***** EXERCISE DATA *****
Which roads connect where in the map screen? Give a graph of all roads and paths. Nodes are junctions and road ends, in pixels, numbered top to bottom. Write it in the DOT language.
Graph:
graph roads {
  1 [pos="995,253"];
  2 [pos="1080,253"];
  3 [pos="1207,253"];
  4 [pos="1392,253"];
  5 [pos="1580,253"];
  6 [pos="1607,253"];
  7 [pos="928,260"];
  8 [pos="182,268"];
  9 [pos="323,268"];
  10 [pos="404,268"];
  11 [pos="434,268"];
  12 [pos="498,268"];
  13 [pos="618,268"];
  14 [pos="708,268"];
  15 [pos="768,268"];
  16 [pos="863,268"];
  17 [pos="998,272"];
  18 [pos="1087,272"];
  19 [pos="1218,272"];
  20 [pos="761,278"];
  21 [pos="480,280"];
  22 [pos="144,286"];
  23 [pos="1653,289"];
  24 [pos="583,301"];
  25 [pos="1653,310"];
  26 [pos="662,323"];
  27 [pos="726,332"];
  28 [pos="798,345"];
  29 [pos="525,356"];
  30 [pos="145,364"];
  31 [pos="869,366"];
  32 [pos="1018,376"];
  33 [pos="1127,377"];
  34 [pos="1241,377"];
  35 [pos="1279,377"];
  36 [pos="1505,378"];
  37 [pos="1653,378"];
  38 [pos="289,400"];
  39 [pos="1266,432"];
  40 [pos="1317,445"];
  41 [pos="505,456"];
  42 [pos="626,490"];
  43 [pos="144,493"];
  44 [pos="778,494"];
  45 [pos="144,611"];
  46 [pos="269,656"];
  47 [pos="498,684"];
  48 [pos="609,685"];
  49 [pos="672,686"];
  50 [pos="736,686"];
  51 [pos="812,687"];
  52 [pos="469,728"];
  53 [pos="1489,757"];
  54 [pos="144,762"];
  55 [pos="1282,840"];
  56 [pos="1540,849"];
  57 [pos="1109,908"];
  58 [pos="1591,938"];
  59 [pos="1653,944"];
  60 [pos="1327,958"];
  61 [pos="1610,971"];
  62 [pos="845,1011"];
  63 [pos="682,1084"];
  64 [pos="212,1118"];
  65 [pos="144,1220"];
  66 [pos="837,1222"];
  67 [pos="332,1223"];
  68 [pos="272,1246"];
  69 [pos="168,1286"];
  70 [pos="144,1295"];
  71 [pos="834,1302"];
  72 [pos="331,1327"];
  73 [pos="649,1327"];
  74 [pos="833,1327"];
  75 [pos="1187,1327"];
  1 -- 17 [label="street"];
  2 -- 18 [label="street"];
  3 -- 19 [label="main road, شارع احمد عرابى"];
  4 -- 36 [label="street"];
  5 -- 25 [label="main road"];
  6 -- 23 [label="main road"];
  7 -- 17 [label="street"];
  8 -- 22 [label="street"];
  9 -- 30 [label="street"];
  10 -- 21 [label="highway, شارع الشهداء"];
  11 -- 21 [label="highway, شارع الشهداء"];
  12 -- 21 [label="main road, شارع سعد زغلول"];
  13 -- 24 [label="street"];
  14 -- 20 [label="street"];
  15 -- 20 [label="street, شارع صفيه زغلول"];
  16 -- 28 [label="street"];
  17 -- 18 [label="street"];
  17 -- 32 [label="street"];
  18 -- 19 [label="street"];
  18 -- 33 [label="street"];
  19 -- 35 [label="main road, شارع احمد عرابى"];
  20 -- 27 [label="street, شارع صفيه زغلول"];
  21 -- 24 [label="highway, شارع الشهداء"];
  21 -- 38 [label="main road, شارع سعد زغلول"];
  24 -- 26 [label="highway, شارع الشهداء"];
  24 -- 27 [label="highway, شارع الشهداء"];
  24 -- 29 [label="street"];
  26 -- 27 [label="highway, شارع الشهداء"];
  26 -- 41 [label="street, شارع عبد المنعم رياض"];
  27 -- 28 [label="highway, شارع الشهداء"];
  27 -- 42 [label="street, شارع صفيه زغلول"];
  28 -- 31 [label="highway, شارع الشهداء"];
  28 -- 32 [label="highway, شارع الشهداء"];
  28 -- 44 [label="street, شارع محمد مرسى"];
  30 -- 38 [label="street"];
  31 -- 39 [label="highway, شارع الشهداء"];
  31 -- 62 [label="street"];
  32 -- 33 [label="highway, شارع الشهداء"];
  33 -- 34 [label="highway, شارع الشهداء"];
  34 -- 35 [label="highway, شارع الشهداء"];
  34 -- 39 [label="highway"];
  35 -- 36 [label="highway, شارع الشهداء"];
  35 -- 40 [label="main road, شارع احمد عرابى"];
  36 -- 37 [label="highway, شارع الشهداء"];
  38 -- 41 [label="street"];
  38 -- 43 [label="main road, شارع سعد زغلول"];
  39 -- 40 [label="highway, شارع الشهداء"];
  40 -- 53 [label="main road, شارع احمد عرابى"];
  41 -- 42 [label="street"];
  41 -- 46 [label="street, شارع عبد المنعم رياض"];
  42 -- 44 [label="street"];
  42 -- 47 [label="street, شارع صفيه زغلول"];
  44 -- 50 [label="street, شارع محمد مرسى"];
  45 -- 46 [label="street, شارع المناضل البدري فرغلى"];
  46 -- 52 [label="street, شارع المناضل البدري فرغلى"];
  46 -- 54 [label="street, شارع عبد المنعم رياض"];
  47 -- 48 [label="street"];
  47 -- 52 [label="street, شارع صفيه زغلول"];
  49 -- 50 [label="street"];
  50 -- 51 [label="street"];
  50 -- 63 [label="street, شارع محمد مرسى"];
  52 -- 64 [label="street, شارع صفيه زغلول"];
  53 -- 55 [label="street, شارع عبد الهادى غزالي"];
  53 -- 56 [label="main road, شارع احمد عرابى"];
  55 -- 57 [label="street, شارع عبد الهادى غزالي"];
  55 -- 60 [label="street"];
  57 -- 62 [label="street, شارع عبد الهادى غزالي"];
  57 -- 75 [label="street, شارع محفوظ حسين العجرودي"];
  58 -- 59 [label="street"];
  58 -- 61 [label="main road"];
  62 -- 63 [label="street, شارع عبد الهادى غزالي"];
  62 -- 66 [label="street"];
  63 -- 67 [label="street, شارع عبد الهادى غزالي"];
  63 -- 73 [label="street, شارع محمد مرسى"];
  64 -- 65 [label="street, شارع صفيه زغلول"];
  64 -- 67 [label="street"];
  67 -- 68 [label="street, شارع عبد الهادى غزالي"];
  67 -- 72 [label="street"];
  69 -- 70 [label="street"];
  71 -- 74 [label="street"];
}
*****
WHAT YOU WILL DO:
Exactly as written, set down all of the material.

WRITTEN ANSWER:
Which roads connect where in the map screen? Give a graph of all roads and paths. Nodes are junctions and road ends, in pixels, numbered top to bottom. Write it in the DOT language.
Graph:
graph roads {
  1 [pos="995,253"];
  2 [pos="1080,253"];
  3 [pos="1207,253"];
  4 [pos="1392,253"];
  5 [pos="1580,253"];
  6 [pos="1607,253"];
  7 [pos="928,260"];
  8 [pos="182,268"];
  9 [pos="323,268"];
  10 [pos="404,268"];
  11 [pos="434,268"];
  12 [pos="498,268"];
  13 [pos="618,268"];
  14 [pos="708,268"];
  15 [pos="768,268"];
  16 [pos="863,268"];
  17 [pos="998,272"];
  18 [pos="1087,272"];
  19 [pos="1218,272"];
  20 [pos="761,278"];
  21 [pos="480,280"];
  22 [pos="144,286"];
  23 [pos="1653,289"];
  24 [pos="583,301"];
  25 [pos="1653,310"];
  26 [pos="662,323"];
  27 [pos="726,332"];
  28 [pos="798,345"];
  29 [pos="525,356"];
  30 [pos="145,364"];
  31 [pos="869,366"];
  32 [pos="1018,376"];
  33 [pos="1127,377"];
  34 [pos="1241,377"];
  35 [pos="1279,377"];
  36 [pos="1505,378"];
  37 [pos="1653,378"];
  38 [pos="289,400"];
  39 [pos="1266,432"];
  40 [pos="1317,445"];
  41 [pos="505,456"];
  42 [pos="626,490"];
  43 [pos="144,493"];
  44 [pos="778,494"];
  45 [pos="144,611"];
  46 [pos="269,656"];
  47 [pos="498,684"];
  48 [pos="609,685"];
  49 [pos="672,686"];
  50 [pos="736,686"];
  51 [pos="812,687"];
  52 [pos="469,728"];
  53 [pos="1489,757"];
  54 [pos="144,762"];
  55 [pos="1282,840"];
  56 [pos="1540,849"];
  57 [pos="1109,908"];
  58 [pos="1591,938"];
  59 [pos="1653,944"];
  60 [pos="1327,958"];
  61 [pos="1610,971"];
  62 [pos="845,1011"];
  63 [pos="682,1084"];
  64 [pos="212,1118"];
  65 [pos="144,1220"];
  66 [pos="837,1222"];
  67 [pos="332,1223"];
  68 [pos="272,1246"];
  69 [pos="168,1286"];
  70 [pos="144,1295"];
  71 [pos="834,1302"];
  72 [pos="331,1327"];
  73 [pos="649,1327"];
  74 [pos="833,1327"];
  75 [pos="1187,1327"];
  1 -- 17 [label="street"];
  2 -- 18 [label="street"];
  3 -- 19 [label="main road, شارع احمد عرابى"];
  4 -- 36 [label="street"];
  5 -- 25 [label="main road"];
  6 -- 23 [label="main road"];
  7 -- 17 [label="street"];
  8 -- 22 [label="street"];
  9 -- 30 [label="street"];
  10 -- 21 [label="highway, شارع الشهداء"];
  11 -- 21 [label="highway, شارع الشهداء"];
  12 -- 21 [label="main road, شارع سعد زغلول"];
  13 -- 24 [label="street"];
  14 -- 20 [label="street"];
  15 -- 20 [label="street, شارع صفيه زغلول"];
  16 -- 28 [label="street"];
  17 -- 18 [label="street"];
  17 -- 32 [label="street"];
  18 -- 19 [label="street"];
  18 -- 33 [label="street"];
  19 -- 35 [label="main road, شارع احمد عرابى"];
  20 -- 27 [label="street, شارع صفيه زغلول"];
  21 -- 24 [label="highway, شارع الشهداء"];
  21 -- 38 [label="main road, شارع سعد زغلول"];
  24 -- 26 [label="highway, شارع الشهداء"];
  24 -- 27 [label="highway, شارع الشهداء"];
  24 -- 29 [label="street"];
  26 -- 27 [label="highway, شارع الشهداء"];
  26 -- 41 [label="street, شارع عبد المنعم رياض"];
  27 -- 28 [label="highway, شارع الشهداء"];
  27 -- 42 [label="street, شارع صفيه زغلول"];
  28 -- 31 [label="highway, شارع الشهداء"];
  28 -- 32 [label="highway, شارع الشهداء"];
  28 -- 44 [label="street, شارع محمد مرسى"];
  30 -- 38 [label="street"];
  31 -- 39 [label="highway, شارع الشهداء"];
  31 -- 62 [label="street"];
  32 -- 33 [label="highway, شارع الشهداء"];
  33 -- 34 [label="highway, شارع الشهداء"];
  34 -- 35 [label="highway, شارع الشهداء"];
  34 -- 39 [label="highway"];
  35 -- 36 [label="highway, شارع الشهداء"];
  35 -- 40 [label="main road, شارع احمد عرابى"];
  36 -- 37 [label="highway, شارع الشهداء"];
  38 -- 41 [label="street"];
  38 -- 43 [label="main road, شارع سعد زغلول"];
  39 -- 40 [label="highway, شارع الشهداء"];
  40 -- 53 [label="main road, شارع احمد عرابى"];
  41 -- 42 [label="street"];
  41 -- 46 [label="street, شارع عبد المنعم رياض"];
  42 -- 44 [label="street"];
  42 -- 47 [label="street, شارع صفيه زغلول"];
  44 -- 50 [label="street, شارع محمد مرسى"];
  45 -- 46 [label="street, شارع المناضل البدري فرغلى"];
  46 -- 52 [label="street, شارع المناضل البدري فرغلى"];
  46 -- 54 [label="street, شارع عبد المنعم رياض"];
  47 -- 48 [label="street"];
  47 -- 52 [label="street, شارع صفيه زغلول"];
  49 -- 50 [label="street"];
  50 -- 51 [label="street"];
  50 -- 63 [label="street, شارع محمد مرسى"];
  52 -- 64 [label="street, شارع صفيه زغلول"];
  53 -- 55 [label="street, شارع عبد الهادى غزالي"];
  53 -- 56 [label="main road, شارع احمد عرابى"];
  55 -- 57 [label="street, شارع عبد الهادى غزالي"];
  55 -- 60 [label="street"];
  57 -- 62 [label="street, شارع عبد الهادى غزالي"];
  57 -- 75 [label="street, شارع محفوظ حسين العجرودي"];
  58 -- 59 [label="street"];
  58 -- 61 [label="main road"];
  62 -- 63 [label="street, شارع عبد الهادى غزالي"];
  62 -- 66 [label="street"];
  63 -- 67 [label="street, شارع عبد الهادى غزالي"];
  63 -- 73 [label="street, شارع محمد مرسى"];
  64 -- 65 [label="street, شارع صفيه زغلول"];
  64 -- 67 [label="street"];
  67 -- 68 [label="street, شارع عبد الهادى غزالي"];
  67 -- 72 [label="street"];
  69 -- 70 [label="street"];
  71 -- 74 [label="street"];
}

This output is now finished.